◆ Material for this exercise ◆
________
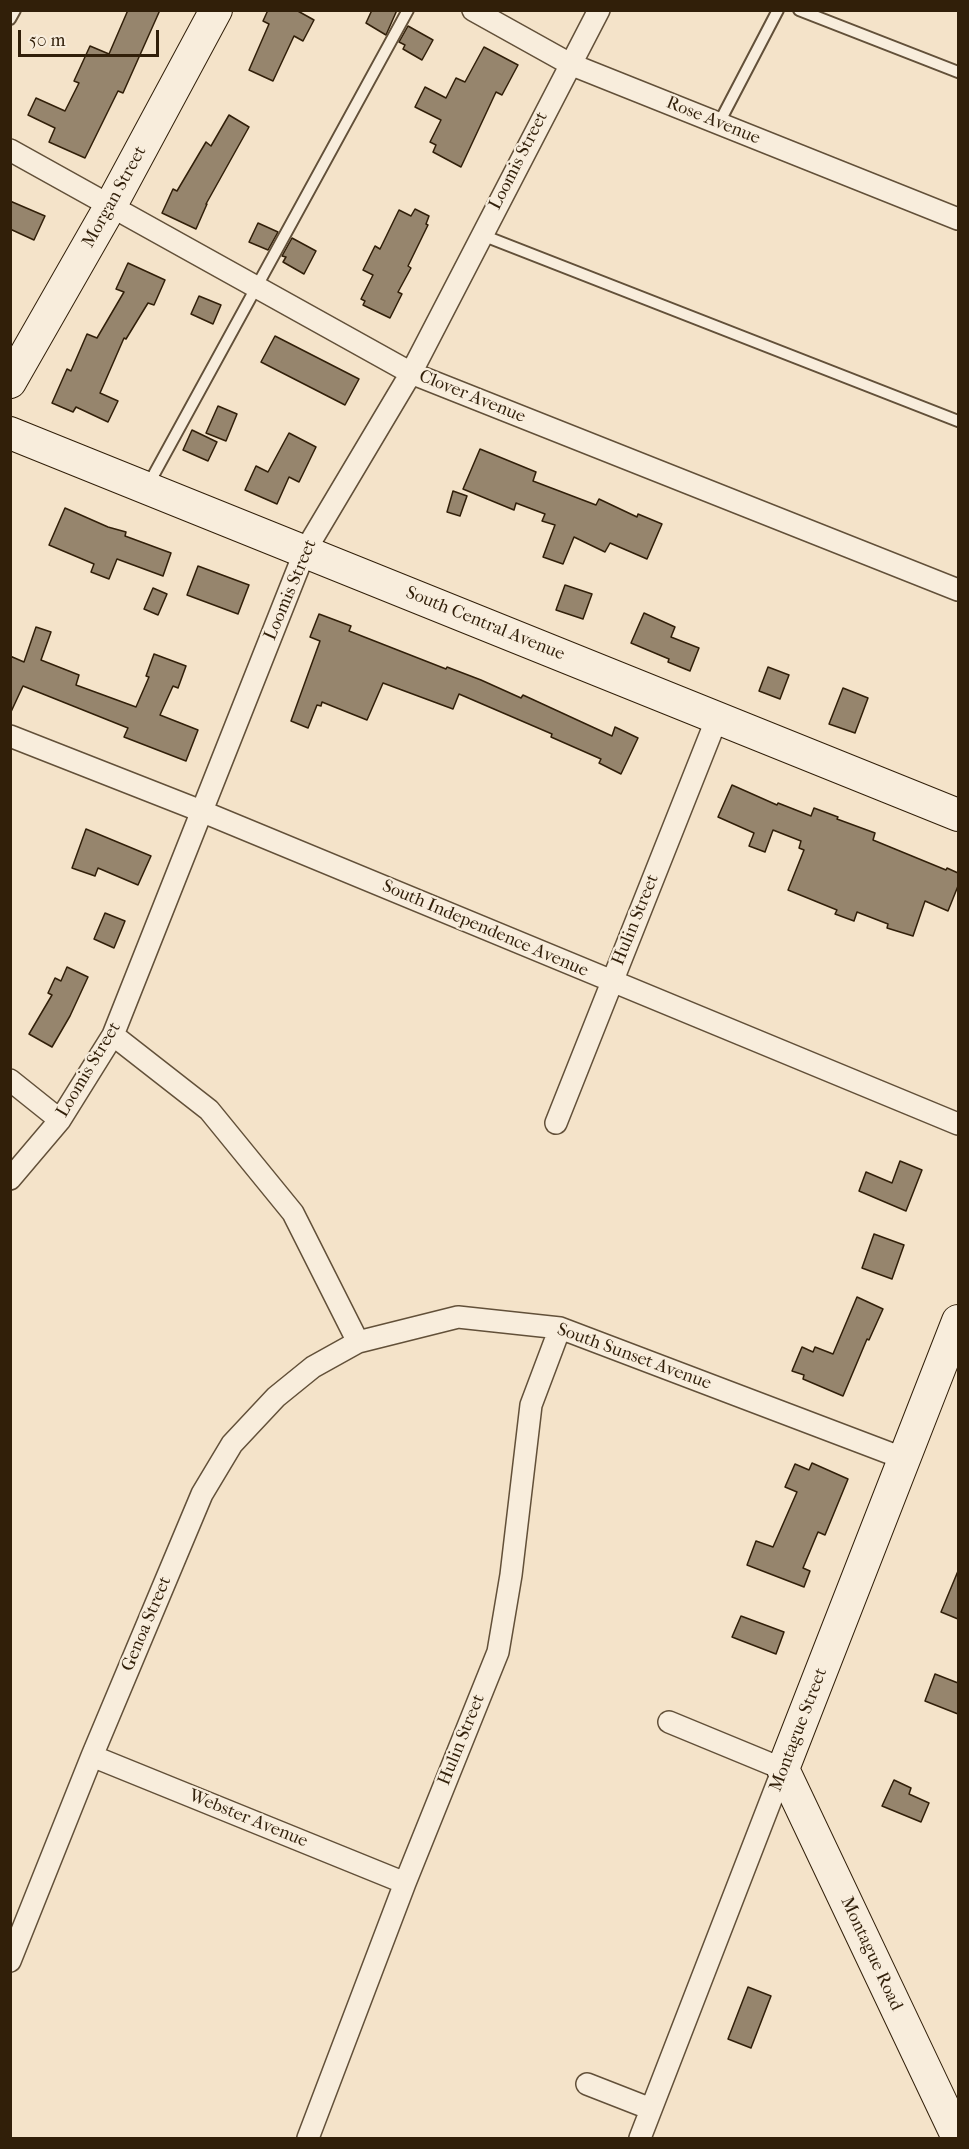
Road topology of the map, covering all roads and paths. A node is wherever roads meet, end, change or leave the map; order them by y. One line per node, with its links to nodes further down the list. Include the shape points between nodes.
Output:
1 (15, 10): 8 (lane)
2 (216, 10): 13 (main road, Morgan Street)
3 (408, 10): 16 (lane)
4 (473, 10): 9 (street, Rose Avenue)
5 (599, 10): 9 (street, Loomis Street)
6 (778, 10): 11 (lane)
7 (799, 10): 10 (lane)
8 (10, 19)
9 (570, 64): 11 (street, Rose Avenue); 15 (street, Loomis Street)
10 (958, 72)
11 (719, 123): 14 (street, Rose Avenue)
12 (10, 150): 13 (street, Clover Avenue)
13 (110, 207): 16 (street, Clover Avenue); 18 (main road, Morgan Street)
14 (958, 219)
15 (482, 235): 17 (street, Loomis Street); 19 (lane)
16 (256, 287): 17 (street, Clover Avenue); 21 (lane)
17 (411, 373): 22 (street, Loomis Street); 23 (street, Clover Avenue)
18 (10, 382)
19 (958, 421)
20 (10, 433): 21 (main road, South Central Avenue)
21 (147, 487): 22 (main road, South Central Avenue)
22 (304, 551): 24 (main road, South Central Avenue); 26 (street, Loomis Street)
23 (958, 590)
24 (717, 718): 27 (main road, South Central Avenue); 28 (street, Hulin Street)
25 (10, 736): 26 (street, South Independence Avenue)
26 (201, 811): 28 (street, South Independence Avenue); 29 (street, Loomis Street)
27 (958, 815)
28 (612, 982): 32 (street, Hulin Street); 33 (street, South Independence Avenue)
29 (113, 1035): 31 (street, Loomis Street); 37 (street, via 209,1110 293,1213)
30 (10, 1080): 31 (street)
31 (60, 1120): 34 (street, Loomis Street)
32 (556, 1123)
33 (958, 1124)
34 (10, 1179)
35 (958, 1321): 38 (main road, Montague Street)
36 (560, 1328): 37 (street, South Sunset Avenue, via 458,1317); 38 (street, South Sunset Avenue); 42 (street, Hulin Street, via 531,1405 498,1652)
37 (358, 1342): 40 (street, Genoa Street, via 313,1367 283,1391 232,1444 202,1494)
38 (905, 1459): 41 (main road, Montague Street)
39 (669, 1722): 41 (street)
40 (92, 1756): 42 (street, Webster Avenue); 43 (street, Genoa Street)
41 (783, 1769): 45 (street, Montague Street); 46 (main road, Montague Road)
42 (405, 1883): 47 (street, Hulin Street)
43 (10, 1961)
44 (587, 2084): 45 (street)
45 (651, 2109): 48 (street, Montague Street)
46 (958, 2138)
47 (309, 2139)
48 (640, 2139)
________
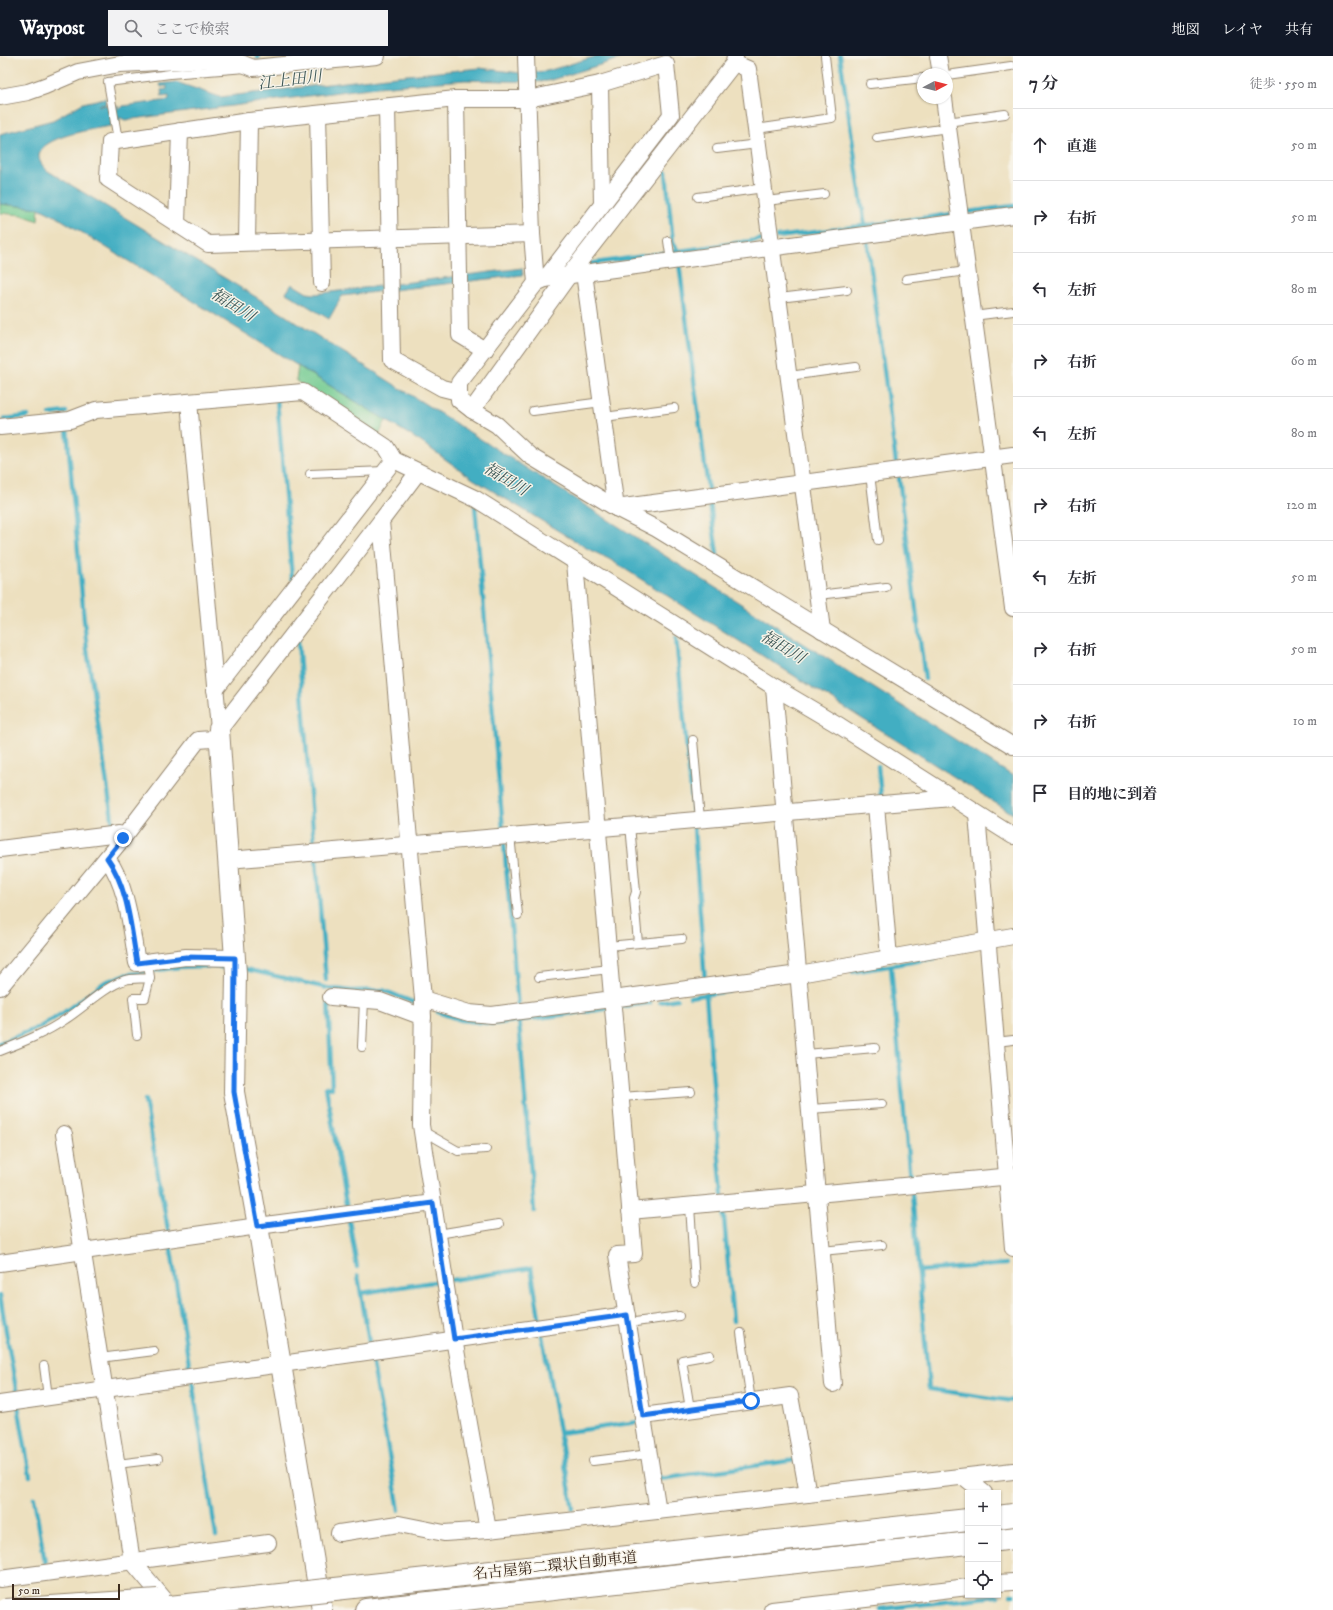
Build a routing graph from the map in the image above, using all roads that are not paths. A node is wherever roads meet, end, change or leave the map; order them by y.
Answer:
________
◆ Work order ◆
Extract from the material all lines containing the string "meet".

◆ Solution to this exercise ◆
Road topology of the map, covering all roads and paths. A node is wherever roads meet, end, change or leave the map; order them by y. One line per node, with its links to nodes further down the list. Include the shape points between nodes.
Build a routing graph from the map in the image above, using all roads that are not paths. A node is wherever roads meet, end, change or leave the map; order them by y.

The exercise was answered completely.